- **Your task**: Read the listing and extract each line that includes the word "graph".

- **Material for this exercise**:
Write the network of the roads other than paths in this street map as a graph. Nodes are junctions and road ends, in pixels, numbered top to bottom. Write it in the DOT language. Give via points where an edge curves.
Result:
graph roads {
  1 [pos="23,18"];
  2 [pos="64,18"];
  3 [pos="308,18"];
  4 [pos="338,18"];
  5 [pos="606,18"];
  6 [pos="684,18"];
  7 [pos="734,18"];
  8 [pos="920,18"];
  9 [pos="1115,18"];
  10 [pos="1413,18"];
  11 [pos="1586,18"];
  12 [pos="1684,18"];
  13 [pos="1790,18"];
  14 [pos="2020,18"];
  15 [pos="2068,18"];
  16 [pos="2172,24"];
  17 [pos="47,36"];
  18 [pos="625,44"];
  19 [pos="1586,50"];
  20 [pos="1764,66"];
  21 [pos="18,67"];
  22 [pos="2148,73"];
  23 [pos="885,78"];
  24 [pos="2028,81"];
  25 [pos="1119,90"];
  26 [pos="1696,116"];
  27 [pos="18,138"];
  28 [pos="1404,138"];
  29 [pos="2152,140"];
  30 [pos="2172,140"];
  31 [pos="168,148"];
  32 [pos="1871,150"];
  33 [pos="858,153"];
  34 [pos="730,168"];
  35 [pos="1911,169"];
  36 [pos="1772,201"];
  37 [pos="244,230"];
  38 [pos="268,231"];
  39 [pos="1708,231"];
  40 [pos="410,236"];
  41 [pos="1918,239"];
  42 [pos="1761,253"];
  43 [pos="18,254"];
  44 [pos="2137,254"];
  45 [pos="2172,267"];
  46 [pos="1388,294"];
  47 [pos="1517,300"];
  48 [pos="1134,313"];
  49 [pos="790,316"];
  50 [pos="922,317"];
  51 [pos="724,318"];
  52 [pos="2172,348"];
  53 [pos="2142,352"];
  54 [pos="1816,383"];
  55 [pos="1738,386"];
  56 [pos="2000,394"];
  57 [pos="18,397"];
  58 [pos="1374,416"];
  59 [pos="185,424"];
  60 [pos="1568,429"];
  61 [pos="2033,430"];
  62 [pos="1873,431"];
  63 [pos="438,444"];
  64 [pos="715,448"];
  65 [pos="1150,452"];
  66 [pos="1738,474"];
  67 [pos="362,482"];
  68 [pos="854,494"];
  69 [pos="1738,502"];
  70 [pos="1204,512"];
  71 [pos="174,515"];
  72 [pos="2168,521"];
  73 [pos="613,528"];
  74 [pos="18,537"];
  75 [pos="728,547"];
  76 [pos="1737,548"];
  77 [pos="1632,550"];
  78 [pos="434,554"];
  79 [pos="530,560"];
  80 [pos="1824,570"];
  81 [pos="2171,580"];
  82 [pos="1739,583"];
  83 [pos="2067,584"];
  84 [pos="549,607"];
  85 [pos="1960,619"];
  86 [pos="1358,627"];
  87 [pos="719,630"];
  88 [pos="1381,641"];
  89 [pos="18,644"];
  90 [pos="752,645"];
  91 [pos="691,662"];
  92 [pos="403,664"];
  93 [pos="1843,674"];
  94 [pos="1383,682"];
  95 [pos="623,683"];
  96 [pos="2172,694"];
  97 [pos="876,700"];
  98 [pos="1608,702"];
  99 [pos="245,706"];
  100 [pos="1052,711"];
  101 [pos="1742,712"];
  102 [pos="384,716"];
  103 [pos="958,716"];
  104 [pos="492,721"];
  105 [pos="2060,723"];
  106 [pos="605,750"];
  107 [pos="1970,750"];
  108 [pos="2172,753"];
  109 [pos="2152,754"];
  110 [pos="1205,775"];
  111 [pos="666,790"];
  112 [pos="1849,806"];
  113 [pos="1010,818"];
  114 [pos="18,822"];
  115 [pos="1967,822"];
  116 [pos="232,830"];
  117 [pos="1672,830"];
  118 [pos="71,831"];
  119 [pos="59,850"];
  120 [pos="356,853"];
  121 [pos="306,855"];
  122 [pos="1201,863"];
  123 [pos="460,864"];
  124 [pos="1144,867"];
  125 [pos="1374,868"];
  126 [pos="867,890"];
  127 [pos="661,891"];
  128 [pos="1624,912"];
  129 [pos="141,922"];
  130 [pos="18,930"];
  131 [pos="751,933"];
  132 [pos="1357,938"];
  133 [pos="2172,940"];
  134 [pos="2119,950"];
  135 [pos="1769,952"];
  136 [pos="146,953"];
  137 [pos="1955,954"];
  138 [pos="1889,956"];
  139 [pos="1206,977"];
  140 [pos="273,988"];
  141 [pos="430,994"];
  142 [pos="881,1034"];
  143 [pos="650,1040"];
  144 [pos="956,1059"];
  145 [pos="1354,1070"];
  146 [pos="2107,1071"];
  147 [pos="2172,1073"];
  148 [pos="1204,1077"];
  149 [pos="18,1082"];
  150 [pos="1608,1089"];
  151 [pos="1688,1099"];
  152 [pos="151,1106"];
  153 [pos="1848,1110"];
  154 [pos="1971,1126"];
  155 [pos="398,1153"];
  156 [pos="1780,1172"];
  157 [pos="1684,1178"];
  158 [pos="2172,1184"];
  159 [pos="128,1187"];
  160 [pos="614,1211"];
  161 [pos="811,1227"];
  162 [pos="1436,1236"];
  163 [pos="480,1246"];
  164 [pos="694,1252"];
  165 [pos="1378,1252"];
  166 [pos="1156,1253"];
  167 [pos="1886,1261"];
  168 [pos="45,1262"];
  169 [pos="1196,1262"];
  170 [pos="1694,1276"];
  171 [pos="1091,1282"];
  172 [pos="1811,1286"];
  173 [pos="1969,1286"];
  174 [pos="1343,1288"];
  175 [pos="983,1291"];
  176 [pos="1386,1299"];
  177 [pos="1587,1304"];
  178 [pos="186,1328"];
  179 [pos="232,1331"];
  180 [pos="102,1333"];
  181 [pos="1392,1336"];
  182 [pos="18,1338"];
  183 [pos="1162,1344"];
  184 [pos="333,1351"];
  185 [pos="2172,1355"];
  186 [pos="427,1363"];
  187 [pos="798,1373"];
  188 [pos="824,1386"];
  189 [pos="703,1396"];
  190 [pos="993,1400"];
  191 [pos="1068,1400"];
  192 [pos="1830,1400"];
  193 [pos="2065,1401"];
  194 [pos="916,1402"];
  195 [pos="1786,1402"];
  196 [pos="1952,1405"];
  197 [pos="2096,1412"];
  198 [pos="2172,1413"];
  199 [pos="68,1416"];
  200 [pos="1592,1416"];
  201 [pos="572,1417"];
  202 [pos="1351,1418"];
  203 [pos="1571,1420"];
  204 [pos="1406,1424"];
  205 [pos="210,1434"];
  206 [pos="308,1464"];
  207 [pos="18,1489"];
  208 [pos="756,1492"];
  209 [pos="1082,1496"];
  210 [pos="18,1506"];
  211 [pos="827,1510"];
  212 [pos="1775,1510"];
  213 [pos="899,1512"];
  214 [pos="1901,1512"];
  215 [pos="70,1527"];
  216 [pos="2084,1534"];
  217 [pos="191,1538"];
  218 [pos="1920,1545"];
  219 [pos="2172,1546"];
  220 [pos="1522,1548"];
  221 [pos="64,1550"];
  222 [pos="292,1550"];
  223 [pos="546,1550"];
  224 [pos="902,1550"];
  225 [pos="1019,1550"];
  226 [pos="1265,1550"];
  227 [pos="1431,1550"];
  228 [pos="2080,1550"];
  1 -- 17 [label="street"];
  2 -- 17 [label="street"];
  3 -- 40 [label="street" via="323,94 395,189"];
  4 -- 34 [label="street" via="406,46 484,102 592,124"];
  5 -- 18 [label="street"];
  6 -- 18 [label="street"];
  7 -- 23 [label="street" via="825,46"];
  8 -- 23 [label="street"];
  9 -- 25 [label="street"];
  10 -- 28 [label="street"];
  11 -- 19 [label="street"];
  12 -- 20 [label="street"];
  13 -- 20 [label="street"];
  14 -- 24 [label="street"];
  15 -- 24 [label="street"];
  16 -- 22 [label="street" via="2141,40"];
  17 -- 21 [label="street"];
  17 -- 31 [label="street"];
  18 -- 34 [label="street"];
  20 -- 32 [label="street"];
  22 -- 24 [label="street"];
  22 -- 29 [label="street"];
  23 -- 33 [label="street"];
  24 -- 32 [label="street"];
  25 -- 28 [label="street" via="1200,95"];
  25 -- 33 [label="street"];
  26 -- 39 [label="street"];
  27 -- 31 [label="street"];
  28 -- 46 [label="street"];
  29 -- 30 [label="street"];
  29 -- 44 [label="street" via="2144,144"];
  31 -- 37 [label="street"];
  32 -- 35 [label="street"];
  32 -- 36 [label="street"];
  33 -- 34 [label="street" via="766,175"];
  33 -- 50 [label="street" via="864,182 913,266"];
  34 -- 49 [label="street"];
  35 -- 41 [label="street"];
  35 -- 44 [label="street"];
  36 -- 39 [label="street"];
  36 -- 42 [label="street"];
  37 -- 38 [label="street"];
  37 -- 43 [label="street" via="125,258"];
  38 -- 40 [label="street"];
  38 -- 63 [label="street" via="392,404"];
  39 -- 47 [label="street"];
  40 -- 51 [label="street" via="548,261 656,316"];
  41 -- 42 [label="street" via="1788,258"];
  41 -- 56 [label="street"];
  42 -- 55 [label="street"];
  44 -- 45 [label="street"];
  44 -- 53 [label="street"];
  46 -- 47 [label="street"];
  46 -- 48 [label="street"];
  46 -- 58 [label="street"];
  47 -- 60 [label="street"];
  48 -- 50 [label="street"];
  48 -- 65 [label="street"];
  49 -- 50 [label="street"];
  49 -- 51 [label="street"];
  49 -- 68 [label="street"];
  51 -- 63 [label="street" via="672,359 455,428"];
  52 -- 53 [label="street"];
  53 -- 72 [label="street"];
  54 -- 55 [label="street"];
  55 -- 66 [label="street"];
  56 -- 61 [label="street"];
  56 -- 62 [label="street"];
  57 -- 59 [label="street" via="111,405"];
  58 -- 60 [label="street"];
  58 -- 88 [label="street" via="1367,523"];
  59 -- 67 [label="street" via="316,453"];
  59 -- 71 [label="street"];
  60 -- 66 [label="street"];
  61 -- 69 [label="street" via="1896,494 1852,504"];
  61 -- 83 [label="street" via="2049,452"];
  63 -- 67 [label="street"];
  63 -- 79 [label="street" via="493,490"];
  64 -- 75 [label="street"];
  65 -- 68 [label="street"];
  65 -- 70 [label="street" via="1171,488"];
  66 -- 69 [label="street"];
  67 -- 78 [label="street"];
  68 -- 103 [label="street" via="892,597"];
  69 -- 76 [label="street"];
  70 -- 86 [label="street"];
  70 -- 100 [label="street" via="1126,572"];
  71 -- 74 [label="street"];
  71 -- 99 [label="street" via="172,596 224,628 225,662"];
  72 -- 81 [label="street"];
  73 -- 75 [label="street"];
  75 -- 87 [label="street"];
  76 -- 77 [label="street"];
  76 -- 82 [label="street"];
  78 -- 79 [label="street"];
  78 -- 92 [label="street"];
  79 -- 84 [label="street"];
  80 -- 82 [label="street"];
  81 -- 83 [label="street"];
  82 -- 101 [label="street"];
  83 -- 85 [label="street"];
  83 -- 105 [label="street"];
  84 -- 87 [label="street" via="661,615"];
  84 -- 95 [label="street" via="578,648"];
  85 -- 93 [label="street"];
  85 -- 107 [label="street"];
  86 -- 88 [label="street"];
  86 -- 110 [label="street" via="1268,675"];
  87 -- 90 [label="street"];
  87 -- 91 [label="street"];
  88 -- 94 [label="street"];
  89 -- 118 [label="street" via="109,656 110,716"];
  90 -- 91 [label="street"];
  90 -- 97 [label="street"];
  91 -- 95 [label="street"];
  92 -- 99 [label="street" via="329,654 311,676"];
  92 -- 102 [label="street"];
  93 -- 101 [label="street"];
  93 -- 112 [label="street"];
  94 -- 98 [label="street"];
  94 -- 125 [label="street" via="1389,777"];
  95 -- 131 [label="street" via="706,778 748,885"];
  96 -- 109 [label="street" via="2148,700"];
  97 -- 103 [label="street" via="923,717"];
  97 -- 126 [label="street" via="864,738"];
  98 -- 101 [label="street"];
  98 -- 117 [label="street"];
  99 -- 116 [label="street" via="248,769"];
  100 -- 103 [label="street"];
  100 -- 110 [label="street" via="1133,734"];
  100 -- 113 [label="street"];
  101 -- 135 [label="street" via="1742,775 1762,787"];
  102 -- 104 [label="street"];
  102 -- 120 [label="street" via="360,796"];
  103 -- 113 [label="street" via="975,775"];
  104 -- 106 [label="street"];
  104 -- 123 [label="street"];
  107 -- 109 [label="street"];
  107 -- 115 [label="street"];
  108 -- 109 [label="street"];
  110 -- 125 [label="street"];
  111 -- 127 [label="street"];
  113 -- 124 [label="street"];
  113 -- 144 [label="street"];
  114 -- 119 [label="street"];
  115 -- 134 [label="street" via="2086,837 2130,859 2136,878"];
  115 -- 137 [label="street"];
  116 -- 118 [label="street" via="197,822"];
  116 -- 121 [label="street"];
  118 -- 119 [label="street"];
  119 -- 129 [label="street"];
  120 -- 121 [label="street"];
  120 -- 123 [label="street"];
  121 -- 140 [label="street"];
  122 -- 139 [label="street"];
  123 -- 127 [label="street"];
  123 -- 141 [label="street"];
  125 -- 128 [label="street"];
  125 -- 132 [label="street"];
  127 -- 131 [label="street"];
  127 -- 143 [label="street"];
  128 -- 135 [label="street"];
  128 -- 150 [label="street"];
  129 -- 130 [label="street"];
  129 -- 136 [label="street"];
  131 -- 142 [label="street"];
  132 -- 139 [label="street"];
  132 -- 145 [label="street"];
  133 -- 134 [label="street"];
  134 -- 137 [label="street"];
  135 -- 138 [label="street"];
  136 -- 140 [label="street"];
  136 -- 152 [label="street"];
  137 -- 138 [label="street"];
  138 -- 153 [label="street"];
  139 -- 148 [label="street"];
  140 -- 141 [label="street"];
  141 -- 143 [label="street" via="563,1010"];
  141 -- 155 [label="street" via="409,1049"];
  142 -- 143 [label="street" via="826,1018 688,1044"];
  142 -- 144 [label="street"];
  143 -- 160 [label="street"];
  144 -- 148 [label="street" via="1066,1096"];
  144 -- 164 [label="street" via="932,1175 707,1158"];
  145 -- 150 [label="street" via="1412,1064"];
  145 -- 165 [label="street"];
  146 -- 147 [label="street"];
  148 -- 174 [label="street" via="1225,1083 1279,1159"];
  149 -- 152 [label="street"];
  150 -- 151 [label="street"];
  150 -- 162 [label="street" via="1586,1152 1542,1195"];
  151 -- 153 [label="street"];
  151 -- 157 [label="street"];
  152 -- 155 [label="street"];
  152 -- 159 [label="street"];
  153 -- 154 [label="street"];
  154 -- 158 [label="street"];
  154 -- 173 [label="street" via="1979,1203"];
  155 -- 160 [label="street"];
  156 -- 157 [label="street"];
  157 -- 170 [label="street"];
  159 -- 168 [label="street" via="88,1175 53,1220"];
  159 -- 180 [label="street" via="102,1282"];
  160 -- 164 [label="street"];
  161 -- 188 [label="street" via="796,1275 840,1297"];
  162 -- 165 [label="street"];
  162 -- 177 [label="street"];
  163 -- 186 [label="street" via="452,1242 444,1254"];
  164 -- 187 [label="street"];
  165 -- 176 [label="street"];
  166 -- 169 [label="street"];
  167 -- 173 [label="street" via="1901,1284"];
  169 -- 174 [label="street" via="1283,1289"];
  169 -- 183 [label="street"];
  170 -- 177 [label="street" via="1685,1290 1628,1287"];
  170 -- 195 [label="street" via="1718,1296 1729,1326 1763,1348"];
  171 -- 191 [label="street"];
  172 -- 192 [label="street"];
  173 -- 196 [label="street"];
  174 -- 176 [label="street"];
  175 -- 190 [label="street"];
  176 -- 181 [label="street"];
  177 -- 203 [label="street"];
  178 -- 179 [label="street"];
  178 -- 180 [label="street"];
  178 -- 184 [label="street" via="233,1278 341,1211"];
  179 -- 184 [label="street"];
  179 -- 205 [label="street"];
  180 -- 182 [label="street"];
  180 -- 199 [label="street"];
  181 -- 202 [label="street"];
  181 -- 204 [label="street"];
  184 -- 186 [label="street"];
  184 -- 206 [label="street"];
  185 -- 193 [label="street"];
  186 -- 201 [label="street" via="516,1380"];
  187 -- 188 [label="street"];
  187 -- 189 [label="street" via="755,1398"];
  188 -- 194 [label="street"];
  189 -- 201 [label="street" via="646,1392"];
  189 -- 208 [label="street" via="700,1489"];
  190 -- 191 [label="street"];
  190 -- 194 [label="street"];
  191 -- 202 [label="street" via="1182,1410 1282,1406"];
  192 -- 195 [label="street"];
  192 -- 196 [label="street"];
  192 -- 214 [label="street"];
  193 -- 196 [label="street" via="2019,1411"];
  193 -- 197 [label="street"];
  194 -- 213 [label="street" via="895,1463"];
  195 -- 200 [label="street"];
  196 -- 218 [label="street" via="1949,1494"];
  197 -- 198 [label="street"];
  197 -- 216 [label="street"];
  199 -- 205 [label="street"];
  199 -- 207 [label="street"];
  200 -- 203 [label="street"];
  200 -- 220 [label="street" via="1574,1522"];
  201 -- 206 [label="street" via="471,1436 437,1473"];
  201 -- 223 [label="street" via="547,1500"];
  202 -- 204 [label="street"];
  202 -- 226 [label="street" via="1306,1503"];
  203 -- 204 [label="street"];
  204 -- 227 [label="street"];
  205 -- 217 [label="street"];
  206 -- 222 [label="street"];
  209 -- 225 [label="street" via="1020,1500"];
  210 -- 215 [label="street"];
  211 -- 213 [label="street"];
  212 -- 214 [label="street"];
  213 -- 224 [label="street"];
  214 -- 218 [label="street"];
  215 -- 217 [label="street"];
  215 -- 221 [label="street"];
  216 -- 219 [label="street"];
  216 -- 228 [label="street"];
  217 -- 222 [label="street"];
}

- **Result of this exercise**:
Write the network of the roads other than paths in this street map as a graph. Nodes are junctions and road ends, in pixels, numbered top to bottom. Write it in the DOT language. Give via points where an edge curves.
graph roads {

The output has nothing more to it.